# Work item
Repeat the lines of the data exactly, from the first one through the one that contains "translate:0 -50%; text-align:left".

--- Exercise inputs ---

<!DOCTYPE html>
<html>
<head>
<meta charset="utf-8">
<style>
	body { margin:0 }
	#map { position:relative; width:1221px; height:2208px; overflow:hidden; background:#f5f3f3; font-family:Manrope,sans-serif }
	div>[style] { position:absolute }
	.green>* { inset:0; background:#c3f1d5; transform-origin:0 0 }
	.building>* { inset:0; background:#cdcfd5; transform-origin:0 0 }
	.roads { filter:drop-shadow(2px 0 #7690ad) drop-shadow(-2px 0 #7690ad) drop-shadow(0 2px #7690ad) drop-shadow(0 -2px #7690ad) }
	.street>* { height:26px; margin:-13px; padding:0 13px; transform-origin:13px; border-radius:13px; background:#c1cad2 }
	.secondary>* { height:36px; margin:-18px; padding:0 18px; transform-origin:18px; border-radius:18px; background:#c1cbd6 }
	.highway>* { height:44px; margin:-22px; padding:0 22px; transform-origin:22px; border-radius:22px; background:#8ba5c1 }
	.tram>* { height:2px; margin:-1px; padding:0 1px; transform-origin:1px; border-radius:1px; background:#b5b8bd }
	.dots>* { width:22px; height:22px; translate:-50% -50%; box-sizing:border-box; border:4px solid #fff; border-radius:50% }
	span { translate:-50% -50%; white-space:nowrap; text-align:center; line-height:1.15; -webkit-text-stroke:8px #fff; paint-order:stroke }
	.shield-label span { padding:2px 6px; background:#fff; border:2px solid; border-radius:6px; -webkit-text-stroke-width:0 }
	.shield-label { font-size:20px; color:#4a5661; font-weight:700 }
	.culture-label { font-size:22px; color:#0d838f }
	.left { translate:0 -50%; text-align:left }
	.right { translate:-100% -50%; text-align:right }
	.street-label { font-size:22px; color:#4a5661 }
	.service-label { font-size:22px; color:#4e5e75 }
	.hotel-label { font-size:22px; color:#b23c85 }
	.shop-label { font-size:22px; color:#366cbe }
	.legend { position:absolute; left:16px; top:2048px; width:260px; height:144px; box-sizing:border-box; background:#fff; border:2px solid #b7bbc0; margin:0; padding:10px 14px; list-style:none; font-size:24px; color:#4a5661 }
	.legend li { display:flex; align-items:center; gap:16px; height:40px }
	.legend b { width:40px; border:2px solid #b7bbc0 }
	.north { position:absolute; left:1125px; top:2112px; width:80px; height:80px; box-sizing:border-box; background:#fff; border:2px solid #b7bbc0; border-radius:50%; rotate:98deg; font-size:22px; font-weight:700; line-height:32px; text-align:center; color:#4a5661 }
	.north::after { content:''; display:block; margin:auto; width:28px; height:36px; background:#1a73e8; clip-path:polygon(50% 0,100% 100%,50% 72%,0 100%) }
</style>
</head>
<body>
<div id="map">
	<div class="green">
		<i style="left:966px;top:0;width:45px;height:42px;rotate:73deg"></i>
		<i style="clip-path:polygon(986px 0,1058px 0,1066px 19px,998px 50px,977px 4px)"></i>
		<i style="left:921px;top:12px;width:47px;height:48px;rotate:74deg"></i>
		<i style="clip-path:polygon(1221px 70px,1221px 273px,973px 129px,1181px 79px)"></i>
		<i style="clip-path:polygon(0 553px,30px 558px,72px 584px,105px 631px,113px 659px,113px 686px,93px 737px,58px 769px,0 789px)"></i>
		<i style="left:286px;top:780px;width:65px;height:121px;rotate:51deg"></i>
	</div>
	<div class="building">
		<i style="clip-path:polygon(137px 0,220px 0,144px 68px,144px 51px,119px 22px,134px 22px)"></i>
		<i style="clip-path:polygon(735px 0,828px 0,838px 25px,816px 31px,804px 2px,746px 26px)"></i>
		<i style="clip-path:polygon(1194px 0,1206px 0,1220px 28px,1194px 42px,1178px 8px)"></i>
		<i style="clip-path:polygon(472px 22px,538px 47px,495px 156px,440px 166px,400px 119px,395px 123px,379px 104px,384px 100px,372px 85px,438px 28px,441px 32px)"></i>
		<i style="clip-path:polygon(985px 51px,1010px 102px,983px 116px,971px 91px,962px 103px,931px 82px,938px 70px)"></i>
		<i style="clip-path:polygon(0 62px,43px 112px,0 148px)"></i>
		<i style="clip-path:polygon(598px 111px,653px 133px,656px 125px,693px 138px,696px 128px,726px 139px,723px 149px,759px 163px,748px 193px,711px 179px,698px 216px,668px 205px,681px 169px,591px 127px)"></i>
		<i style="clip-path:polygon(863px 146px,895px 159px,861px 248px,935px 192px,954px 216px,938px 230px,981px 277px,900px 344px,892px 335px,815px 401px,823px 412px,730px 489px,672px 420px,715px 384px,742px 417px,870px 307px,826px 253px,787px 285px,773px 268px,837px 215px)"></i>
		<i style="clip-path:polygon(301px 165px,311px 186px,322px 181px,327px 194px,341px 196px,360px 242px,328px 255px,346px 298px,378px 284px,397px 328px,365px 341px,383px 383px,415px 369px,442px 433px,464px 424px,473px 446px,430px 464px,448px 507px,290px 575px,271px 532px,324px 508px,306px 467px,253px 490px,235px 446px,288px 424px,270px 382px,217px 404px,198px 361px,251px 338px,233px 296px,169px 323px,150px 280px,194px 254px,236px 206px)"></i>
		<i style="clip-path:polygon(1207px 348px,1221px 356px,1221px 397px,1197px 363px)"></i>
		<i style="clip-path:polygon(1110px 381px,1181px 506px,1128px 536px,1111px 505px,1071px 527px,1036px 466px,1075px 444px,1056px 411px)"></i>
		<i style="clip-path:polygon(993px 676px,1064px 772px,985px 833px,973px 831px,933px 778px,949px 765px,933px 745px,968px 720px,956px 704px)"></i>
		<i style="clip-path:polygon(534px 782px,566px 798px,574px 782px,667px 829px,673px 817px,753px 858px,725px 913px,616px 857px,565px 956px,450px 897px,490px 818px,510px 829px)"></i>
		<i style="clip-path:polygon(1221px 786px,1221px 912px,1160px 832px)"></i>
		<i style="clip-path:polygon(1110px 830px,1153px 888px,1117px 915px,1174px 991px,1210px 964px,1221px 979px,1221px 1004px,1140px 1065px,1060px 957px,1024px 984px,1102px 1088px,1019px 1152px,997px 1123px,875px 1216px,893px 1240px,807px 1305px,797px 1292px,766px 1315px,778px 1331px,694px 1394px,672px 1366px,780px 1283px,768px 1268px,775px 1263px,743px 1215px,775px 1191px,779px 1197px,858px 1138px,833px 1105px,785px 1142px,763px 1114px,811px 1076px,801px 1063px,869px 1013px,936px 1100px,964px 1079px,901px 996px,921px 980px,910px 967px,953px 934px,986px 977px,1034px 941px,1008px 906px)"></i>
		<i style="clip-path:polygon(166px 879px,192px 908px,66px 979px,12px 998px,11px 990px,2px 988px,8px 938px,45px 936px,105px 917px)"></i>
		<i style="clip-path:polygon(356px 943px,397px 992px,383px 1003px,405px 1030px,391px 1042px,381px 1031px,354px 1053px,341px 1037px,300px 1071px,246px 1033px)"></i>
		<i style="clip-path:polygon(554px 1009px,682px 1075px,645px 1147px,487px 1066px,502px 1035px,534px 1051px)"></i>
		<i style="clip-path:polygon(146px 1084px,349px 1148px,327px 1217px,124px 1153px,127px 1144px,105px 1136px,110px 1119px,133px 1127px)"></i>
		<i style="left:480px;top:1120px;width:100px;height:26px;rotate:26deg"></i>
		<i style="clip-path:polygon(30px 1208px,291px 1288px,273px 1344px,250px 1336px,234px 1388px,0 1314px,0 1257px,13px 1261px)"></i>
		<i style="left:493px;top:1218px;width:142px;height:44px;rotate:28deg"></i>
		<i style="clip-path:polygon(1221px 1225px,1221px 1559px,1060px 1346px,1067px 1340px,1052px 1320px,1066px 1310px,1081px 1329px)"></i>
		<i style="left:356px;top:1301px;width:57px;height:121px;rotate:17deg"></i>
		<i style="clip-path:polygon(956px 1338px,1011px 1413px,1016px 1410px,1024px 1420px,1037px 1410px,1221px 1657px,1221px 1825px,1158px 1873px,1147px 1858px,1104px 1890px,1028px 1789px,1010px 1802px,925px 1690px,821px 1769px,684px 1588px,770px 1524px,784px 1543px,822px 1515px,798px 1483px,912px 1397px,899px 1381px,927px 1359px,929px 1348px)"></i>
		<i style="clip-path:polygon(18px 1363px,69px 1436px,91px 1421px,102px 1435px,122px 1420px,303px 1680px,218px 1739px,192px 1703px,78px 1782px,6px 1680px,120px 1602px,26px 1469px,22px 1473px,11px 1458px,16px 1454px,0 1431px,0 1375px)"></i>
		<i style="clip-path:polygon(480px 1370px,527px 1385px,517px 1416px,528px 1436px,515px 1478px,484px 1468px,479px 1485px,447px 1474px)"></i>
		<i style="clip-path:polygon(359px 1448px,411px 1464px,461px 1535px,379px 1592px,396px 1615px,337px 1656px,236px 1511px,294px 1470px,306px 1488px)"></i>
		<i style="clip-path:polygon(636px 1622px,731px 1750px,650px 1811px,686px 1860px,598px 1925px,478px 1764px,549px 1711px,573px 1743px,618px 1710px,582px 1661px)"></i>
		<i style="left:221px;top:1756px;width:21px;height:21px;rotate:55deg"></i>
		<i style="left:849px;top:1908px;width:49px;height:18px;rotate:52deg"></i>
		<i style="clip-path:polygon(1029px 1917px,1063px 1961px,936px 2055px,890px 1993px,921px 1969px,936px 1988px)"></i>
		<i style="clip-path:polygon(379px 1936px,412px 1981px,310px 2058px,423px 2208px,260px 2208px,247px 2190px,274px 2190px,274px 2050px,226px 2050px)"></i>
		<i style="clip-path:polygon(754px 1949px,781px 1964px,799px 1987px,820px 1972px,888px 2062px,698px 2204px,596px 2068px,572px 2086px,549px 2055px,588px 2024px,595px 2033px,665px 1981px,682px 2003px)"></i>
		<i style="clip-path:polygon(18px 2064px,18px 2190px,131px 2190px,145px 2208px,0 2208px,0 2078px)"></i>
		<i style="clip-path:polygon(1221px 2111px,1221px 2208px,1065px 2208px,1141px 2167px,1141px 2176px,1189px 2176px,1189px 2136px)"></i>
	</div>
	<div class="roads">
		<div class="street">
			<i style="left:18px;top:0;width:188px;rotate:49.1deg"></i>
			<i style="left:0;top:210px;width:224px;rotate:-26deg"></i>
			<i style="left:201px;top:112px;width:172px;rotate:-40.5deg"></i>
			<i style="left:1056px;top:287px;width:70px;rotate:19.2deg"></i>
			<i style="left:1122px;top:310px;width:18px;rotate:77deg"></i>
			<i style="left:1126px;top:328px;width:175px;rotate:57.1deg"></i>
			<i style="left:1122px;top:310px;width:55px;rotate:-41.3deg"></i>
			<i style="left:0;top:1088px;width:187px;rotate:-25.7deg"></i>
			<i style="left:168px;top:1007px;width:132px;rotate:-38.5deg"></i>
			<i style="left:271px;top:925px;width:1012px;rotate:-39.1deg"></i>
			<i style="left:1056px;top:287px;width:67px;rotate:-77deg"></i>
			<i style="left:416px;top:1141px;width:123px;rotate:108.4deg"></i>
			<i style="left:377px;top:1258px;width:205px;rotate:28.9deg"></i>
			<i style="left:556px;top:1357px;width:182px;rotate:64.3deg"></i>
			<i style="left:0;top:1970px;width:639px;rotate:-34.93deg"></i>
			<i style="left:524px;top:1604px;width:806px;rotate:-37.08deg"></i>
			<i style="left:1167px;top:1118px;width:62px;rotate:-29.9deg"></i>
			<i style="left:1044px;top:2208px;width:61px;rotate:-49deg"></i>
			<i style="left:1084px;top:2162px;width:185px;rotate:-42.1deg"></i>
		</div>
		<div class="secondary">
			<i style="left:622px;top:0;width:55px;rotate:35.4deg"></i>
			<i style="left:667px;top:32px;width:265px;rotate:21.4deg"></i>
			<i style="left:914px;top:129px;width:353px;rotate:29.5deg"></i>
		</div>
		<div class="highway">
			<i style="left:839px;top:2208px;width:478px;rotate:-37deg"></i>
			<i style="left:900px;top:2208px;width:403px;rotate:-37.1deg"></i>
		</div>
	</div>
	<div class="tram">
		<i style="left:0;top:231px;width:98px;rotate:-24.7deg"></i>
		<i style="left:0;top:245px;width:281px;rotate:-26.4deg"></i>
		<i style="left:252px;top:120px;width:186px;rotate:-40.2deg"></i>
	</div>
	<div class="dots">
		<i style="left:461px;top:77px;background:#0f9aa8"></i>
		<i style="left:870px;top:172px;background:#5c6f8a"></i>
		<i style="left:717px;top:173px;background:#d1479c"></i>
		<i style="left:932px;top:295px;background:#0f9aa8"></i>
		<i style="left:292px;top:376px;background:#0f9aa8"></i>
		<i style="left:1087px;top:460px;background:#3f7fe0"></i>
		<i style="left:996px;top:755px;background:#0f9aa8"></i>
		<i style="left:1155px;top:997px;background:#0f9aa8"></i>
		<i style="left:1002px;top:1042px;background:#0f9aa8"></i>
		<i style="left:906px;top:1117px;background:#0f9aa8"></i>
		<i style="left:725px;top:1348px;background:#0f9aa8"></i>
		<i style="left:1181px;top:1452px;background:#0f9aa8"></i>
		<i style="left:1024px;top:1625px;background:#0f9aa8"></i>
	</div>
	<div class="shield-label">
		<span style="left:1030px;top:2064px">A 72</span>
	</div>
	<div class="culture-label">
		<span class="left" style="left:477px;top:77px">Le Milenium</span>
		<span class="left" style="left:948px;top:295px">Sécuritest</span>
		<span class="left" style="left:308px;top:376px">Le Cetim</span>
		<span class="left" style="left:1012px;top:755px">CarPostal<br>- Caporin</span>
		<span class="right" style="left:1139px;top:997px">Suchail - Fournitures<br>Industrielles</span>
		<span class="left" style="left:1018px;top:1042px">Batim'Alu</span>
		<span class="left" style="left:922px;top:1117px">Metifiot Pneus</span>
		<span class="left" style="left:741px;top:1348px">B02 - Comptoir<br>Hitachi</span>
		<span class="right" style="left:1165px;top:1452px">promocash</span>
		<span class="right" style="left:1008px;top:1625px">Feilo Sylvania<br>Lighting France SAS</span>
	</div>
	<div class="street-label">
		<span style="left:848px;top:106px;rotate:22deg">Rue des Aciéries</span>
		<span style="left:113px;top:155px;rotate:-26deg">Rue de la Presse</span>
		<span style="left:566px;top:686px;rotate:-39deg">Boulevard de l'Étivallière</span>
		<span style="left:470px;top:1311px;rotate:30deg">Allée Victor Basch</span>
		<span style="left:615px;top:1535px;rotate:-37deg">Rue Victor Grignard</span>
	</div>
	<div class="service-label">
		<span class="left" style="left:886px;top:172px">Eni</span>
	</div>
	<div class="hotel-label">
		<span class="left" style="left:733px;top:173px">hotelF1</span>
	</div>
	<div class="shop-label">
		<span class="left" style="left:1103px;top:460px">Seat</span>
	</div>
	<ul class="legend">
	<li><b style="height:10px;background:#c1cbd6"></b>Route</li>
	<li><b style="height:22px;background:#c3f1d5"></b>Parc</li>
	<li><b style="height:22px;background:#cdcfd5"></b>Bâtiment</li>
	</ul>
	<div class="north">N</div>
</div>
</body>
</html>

---

# Response to this task
<!DOCTYPE html>
<html>
<head>
<meta charset="utf-8">
<style>
	body { margin:0 }
	#map { position:relative; width:1221px; height:2208px; overflow:hidden; background:#f5f3f3; font-family:Manrope,sans-serif }
	div>[style] { position:absolute }
	.green>* { inset:0; background:#c3f1d5; transform-origin:0 0 }
	.building>* { inset:0; background:#cdcfd5; transform-origin:0 0 }
	.roads { filter:drop-shadow(2px 0 #7690ad) drop-shadow(-2px 0 #7690ad) drop-shadow(0 2px #7690ad) drop-shadow(0 -2px #7690ad) }
	.street>* { height:26px; margin:-13px; padding:0 13px; transform-origin:13px; border-radius:13px; background:#c1cad2 }
	.secondary>* { height:36px; margin:-18px; padding:0 18px; transform-origin:18px; border-radius:18px; background:#c1cbd6 }
	.highway>* { height:44px; margin:-22px; padding:0 22px; transform-origin:22px; border-radius:22px; background:#8ba5c1 }
	.tram>* { height:2px; margin:-1px; padding:0 1px; transform-origin:1px; border-radius:1px; background:#b5b8bd }
	.dots>* { width:22px; height:22px; translate:-50% -50%; box-sizing:border-box; border:4px solid #fff; border-radius:50% }
	span { translate:-50% -50%; white-space:nowrap; text-align:center; line-height:1.15; -webkit-text-stroke:8px #fff; paint-order:stroke }
	.shield-label span { padding:2px 6px; background:#fff; border:2px solid; border-radius:6px; -webkit-text-stroke-width:0 }
	.shield-label { font-size:20px; color:#4a5661; font-weight:700 }
	.culture-label { font-size:22px; color:#0d838f }
	.left { translate:0 -50%; text-align:left }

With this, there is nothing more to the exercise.